Большинство моих единомышленников — не литераторы или не только литераторы. Так что навредить себе я вряд ли смогу, а вот помочь кому-то надеюсь. Я должен напечатать нескольких совсем молодых людей, очень талантливых, и почти в каждом номере стараюсь помещать стихи новооткрытого автора. Радость при виде большой подборки дебютанта компенсирует любые проблемы, связанные с должностью. Это же не какая-то синекура больших денег. «Новый мир» никогда не заплатит, не для этого он существует. Я живу от зарплаты до зарплаты.
— А не смущает вас необходимость читать множество слабых текстов? После этого стыдно становится писать самому, рифмованные строчки кажутся отвратительными…
— Да, тут есть некий парадокс — если хорошая поэзия способна примирить с жизнью, вернуть ощущение её прелести, то плохие стихи ровно с той же силой портят настроение и убеждают в тщетности искусства.
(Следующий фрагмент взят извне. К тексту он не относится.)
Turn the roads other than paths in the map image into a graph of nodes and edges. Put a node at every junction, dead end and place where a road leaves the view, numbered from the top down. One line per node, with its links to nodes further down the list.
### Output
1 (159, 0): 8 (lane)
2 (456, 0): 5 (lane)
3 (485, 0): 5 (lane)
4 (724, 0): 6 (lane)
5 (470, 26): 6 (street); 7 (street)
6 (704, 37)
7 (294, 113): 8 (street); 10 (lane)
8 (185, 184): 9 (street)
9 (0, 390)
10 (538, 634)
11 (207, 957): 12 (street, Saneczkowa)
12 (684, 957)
Но с годами вырабатываются свои критерии, я по первым строчкам определяю, есть ли в подборке что-то стоющее или ловить нечего. Все подряд читать невозможно, с ума сойдёшь.
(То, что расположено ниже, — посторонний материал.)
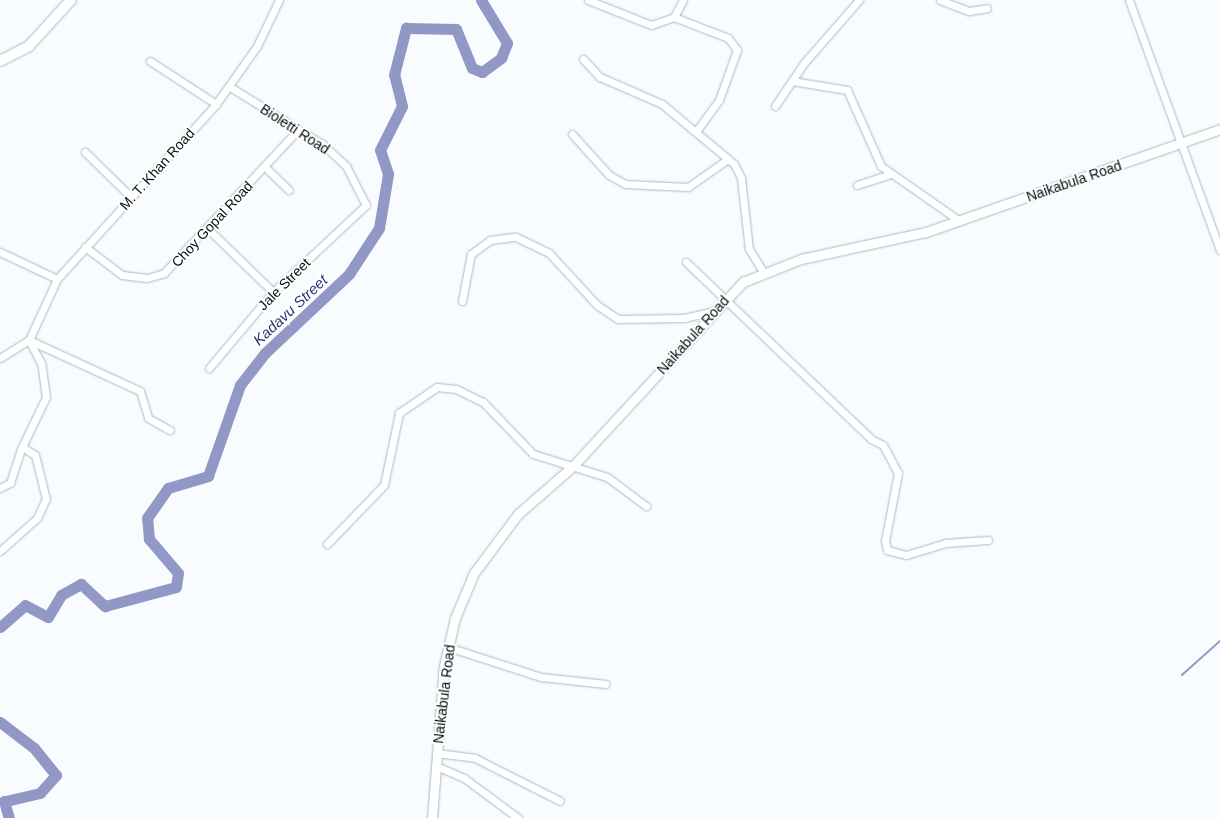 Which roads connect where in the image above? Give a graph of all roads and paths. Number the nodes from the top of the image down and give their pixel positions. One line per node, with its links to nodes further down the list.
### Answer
1 (71, 0): 11 (main road)
2 (279, 0): 14 (street, M. T. Khan Road)
3 (588, 0): 9 (street)
4 (684, 0): 9 (street)
5 (858, 0): 13 (street)
6 (940, 0): 8 (street)
7 (1129, 0): 21 (street)
8 (987, 8)
9 (674, 17): 19 (street)
10 (583, 59): 19 (street)
11 (0, 61)
12 (150, 61): 15 (street)
13 (792, 81): 16 (street); 25 (street)
14 (230, 87): 15 (street, M. T. Khan Road); 18 (street, Bioletti Road)
15 (216, 104): 28 (street, M. T. Khan Road)
16 (775, 106)
17 (1220, 129): 21 (street, Naikabula Road)
18 (298, 130): 24 (street, Choy Gopal Road); 29 (street, Bioletti Road)
19 (696, 132): 23 (street)
20 (572, 134): 23 (street)
21 (1181, 143): 30 (street, Naikabula Road); 33 (street)
22 (86, 152): 28 (street)
23 (728, 158): 36 (street)
24 (265, 166): 27 (street); 31 (street, Choy Gopal Road)
25 (890, 174): 26 (street); 30 (street)
26 (857, 185)
27 (289, 190)
28 (132, 197): 32 (street, M. T. Khan Road)
29 (366, 205): 38 (street, Jale Street)
30 (958, 220): 36 (street, Naikabula Road)
31 (208, 229): 32 (street, Choy Gopal Road); 38 (street)
32 (86, 247): 37 (street, M. T. Khan Road)
33 (1220, 250)
34 (0, 252): 37 (street)
35 (686, 262): 39 (street)
36 (763, 271): 39 (street, Naikabula Road)
37 (57, 279): 42 (street, M. T. Khan Road)
38 (273, 292): 44 (street, Jale Street)
39 (725, 299): 41 (street, Naikabula Road); 50 (street)
40 (462, 301): 41 (street)
41 (715, 311): 47 (street, Naikabula Road)
42 (30, 337): 43 (street); 45 (street); 46 (street)
43 (0, 358)
44 (209, 368)
45 (170, 430)
46 (22, 447): 48 (street); 52 (street)
47 (573, 466): 49 (street); 51 (street); 53 (street, Naikabula Road)
48 (0, 488)
49 (646, 506)
50 (988, 540)
51 (327, 544)
52 (0, 551)
53 (448, 647): 54 (street); 55 (street, Naikabula Road)
54 (606, 684)
55 (436, 753): 56 (street, Naikabula Road); 57 (street)
56 (436, 766): 58 (street, Naikabula Road); 59 (street)
57 (560, 801)
58 (432, 818)
59 (518, 818)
Работа меня не особенно бременит, присутственных дней всего три в неделю, и потом, я никогда не считал, что поэту вредно где-то служить. Есть версия — её Андрей Зорин высказывал,— что Батюшков сошёл с ума, как только ушёл со службы: отпустил какие-то тормоза. Должность организует, я боюсь распускаться. До эмиграции работал сторожем, истопником. После возвращения Залыгин позвал меня в «Новый мир» на публицистику, и я согласился, поскольку журналистский опыт уже имел благодаря эмигрантской прессе, а темперамент мой иногда требует каких-то непоэтических высказываний. Я люблю капнуть уксусом в нашу довольно респектабельную, в общем, литературную среду, где доминируют установившиеся комильфотные мнения и клановые пристрастия.
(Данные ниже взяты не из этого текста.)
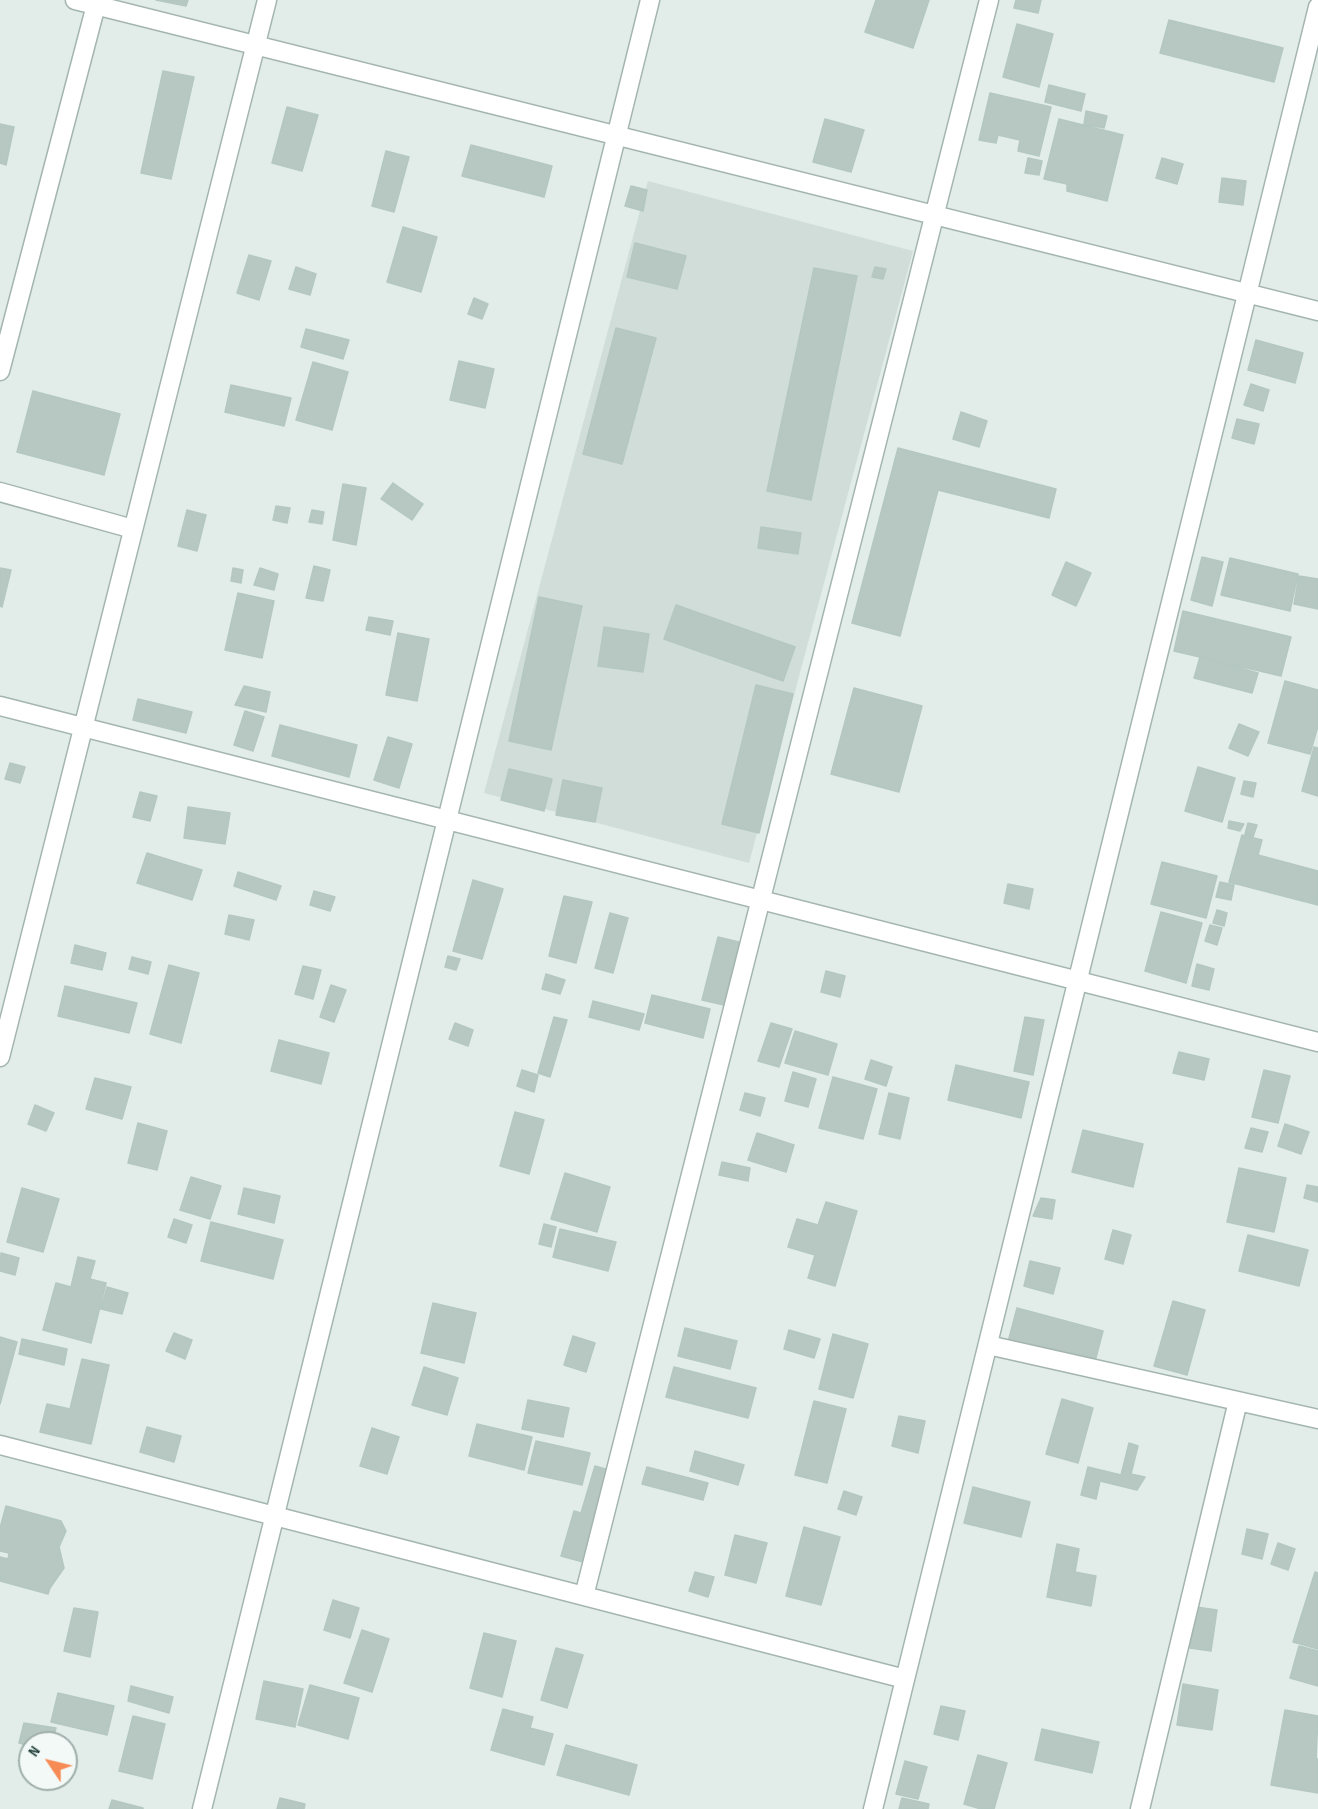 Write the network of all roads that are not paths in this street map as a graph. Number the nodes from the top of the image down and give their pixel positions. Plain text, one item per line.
1 (75, 0) edge
2 (267, 0) edge
3 (650, 0) edge
4 (989, 0) edge
5 (96, 5) junction
6 (1318, 7) edge
7 (255, 45) junction
8 (617, 136) junction
9 (934, 215) junction
10 (1247, 294) junction
11 (1318, 311) edge
12 (0, 371) edge
13 (0, 492) edge
14 (133, 529) junction
15 (0, 706) edge
16 (83, 728) junction
17 (447, 820) junction
18 (761, 900) junction
19 (1077, 980) junction
20 (1318, 1041) edge
21 (0, 1057) edge
22 (988, 1344) junction
23 (1238, 1401) junction
24 (1318, 1419) edge
25 (0, 1445) edge
26 (275, 1516) junction
27 (584, 1596) junction
28 (905, 1679) junction
29 (202, 1809) edge
30 (873, 1809) edge
31 (1140, 1809) edge

1 - 5 street
2 - 7 street
3 - 8 street
4 - 9 street
5 - 7 street
5 - 12 street
6 - 10 street
7 - 8 street
7 - 14 street
8 - 9 street
8 - 17 street
9 - 10 street
9 - 18 street
10 - 11 street
10 - 19 street
13 - 14 street
14 - 16 street
15 - 16 street
16 - 17 street
16 - 21 street
17 - 18 street
17 - 26 street
18 - 19 street
18 - 27 street
19 - 20 street
19 - 22 street
22 - 23 street
22 - 28 street
23 - 24 street
23 - 31 street
25 - 26 street
26 - 27 street
26 - 29 street
27 - 28 street
28 - 30 street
— Меня, кстати, удивляет резкий тон некоторых ваших статей — в жизни вы мало похожи на борца…
— Есть тот грех: я человек незлой, думаю даже, что добрый,— но горячий. Я из тех русских мальчиков, которые, по выражению Достоевского, получив на ночь карту звёздного неба, утром вернут её исправленной. Но вообще, по-моему, лучше темперамент, чем одинаково добродушное, а на деле глубоко равнодушное отношение ко всему. Я сам в запале перехлёстываю и другим прощаю.
— Вы не жалеете, что так бесповоротно вернулись?
— У меня есть твёрдое и давнее убеждение, что русский поэт должен жить в России, в непосредственном контакте с речью. Единственное исключение составляет Бродский, который сделал изгнанничество главным своим пафосом, темой и перевёл его в другой ранг — возвысил до изгнания из жизни вообще, до отказа от неё. Но это путь не для всех, он многих сгубил — и здесь, и там,— да и у самого Бродского в восьмидесятых случались пробуксовки, самоповторы. Он, кстати, не отрицал этого. Но Бродский поставил на изгнание, и потому физическое возвращение — даже на неделю, на месяц,— было для него немыслимо. Он бы и по состоянию своему не выдержал бесконечного здешнего общения, и в его поэтическую систему никак не вписывалось «возвращение на место любви». Вся его лирика, наоборот,— хроника удаления, а не приближения, прощания, а не возврата. Тут логика литературы определяла судьбу, а не наоборот.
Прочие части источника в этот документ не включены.